La Alhambra, Granada
Nothing can prepare you for the Moorish grandeur of Andalusia's greatest monument. The palace is set around sumptuous courtyards and gardens complete with bubbling fountains and magnificent statues.
Toledo—El Greco's city—an hour southwest of Madrid, is often described as Spain's spiritual capital, and past inhabitants—including Jews, Romans, and Muslims—have all felt its spiritual pull. This open-air museum of a city on a ridge high above the Río Tajo is an architectural tapestry of medieval buildings, churches, mosques, and synagogues threaded by narrow, cobbled streets and squares.
La Sagrada Família, Barcelona
The symbol of Barcelona, Antoni Gaudí's extraordinary unfinished cathedral should be on everyone's must-see list. The pointed spires, with organic shapes that resemble honeycombed stalagmites, give the whole city a fairy-tale quality.
All swooping curves and rippling forms, the architecturally innovative museum—one of Frank Gehry's most breathtaking projects—was built on the site of the city's former shipyards and inspired by the shape of a ship's hull. The Guggenheim's cachet is its huge spaces: there's room to stand back and admire works in the permanent collection, such as Richard Serra's monumental steel forms; sculpture by Miquel Barceló and Eduardo Chillida; and paintings by Anselm Kiefer, Willem de Kooning, Mark Rothko, and Jim Dine.
Museo del Prado, Madrid
One of the world's greatest museums, the Prado holds masterpieces by Italian and Flemish painters but its jewels are the works of Spaniards: Goya, Velázquez, and El Greco.
Mérida's Roman Ruins
You may be tempted to rub your eyes in disbelief: in the center of a somewhat drab modern town is the largest Roman city on the Iberian Peninsula. Ogle the fabulously preserved Roman amphitheater with its columns, statues, and tiered seating, or the humbler, yet equally beguiling, 2nd-century house with mosaics and frescoes.
Cuenca's Hanging Houses
The old town of Cuenca is all honey-color buildings, handsome mansions, ancient churches, and earthy local bars. Seek out the famous Casas Colgadas, or "Hanging Houses," with their facades dipping precipitously over a steep ravine. Dating from the 15th century, the balconies appear as an extension of the rock face.

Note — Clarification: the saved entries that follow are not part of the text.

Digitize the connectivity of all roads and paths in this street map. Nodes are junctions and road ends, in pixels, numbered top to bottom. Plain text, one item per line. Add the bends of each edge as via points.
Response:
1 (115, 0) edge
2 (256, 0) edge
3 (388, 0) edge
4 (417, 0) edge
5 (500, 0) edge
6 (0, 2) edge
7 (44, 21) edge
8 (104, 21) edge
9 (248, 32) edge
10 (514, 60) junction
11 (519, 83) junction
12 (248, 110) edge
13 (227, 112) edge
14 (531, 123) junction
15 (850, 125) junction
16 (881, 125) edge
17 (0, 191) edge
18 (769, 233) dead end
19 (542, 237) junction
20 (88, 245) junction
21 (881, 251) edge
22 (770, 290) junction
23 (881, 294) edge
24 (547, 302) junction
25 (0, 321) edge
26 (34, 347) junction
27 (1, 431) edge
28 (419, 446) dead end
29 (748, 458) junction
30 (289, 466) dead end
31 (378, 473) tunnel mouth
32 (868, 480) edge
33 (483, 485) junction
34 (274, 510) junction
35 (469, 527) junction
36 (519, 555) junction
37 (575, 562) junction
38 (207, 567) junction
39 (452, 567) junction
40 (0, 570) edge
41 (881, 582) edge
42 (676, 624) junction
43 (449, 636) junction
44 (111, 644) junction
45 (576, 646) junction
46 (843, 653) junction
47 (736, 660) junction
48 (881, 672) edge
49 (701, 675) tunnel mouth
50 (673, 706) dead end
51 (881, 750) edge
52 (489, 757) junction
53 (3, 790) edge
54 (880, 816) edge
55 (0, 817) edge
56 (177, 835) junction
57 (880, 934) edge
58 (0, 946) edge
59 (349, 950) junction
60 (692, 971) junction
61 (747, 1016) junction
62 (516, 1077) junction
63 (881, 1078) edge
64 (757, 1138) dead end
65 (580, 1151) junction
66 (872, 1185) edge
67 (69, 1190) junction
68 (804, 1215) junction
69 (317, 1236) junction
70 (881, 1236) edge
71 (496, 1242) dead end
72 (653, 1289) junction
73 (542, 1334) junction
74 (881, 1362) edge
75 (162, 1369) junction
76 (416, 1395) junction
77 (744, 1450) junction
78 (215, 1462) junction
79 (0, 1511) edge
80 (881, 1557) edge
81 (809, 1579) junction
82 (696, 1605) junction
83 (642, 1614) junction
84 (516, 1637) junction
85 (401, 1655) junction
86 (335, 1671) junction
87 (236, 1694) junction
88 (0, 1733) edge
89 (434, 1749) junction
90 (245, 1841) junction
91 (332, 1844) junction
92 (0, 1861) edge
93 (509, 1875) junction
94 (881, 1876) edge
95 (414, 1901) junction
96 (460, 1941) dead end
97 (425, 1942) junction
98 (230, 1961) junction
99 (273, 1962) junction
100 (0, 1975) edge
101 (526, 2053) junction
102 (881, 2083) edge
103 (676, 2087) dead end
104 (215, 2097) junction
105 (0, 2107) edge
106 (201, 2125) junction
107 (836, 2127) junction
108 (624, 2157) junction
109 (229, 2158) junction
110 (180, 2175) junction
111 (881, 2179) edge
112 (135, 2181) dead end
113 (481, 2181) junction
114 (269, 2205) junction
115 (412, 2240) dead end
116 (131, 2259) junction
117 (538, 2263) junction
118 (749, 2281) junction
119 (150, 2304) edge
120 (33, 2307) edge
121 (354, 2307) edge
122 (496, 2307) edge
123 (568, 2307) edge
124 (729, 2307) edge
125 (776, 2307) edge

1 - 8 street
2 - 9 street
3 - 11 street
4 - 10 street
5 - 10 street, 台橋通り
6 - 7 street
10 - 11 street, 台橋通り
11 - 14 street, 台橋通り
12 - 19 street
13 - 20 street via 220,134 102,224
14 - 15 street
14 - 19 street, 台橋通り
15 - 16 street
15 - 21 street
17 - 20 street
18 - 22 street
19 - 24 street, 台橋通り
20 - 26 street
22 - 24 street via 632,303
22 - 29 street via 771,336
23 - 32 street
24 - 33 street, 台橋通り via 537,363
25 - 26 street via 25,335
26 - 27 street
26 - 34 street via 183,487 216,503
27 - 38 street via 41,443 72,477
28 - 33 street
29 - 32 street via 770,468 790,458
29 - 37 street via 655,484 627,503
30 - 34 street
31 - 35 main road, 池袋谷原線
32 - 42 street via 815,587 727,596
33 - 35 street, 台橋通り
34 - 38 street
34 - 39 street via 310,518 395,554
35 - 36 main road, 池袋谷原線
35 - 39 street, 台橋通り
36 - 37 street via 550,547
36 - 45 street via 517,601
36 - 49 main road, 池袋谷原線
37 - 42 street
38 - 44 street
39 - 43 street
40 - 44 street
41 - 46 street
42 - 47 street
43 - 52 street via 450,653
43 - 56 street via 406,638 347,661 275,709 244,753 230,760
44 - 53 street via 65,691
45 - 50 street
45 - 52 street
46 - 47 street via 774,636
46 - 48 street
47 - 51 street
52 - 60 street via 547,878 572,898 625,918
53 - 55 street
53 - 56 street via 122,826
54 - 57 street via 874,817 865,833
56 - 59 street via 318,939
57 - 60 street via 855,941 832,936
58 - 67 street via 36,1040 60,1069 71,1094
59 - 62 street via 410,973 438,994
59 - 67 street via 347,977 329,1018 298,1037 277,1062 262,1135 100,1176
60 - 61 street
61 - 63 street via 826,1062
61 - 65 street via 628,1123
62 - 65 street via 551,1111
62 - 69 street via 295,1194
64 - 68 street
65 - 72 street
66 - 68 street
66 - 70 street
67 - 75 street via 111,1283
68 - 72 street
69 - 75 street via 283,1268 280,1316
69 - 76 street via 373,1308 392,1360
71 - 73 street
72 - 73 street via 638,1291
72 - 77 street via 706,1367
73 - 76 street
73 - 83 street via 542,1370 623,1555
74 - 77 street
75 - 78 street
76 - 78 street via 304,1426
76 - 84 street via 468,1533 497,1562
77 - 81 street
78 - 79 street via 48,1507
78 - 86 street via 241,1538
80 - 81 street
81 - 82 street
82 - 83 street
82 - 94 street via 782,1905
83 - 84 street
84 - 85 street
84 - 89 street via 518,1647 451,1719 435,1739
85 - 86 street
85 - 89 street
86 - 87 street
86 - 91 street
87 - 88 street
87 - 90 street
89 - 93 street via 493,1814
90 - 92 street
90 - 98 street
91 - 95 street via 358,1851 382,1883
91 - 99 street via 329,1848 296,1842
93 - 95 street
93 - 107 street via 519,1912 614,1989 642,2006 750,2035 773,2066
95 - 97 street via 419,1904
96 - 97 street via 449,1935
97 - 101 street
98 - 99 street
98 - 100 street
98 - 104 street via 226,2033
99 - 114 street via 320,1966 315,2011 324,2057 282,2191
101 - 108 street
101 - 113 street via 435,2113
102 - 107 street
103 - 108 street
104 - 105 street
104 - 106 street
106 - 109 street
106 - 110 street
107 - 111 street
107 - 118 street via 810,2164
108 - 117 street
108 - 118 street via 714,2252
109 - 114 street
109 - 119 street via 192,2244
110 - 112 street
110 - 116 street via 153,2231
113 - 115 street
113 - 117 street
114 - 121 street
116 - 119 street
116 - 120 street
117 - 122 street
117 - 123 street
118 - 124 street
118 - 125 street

San Lorenzo de El Escorial
Seriously over the top, this giant palace-monastery (with no less than 2,673 windows), built by the megalomaniac Felipe II, makes visitors stop in their tracks. The exterior is austere, but inside, the Bourbon apartments and library are lush with rich, colorful tapestries, ornate frescoes, and paintings by such masters as El Greco, Titian, and José de Ribera.
An extraordinary mosque, the Mezquita is famed for its thicket of red-and-white-striped columns resembling a palm grove oasis interspersed with arches and traditional Moorish embellishments. It's a fabulous, massive monument that comprises a whole block in the center of Córdoba's tangle of ancient streets and squares.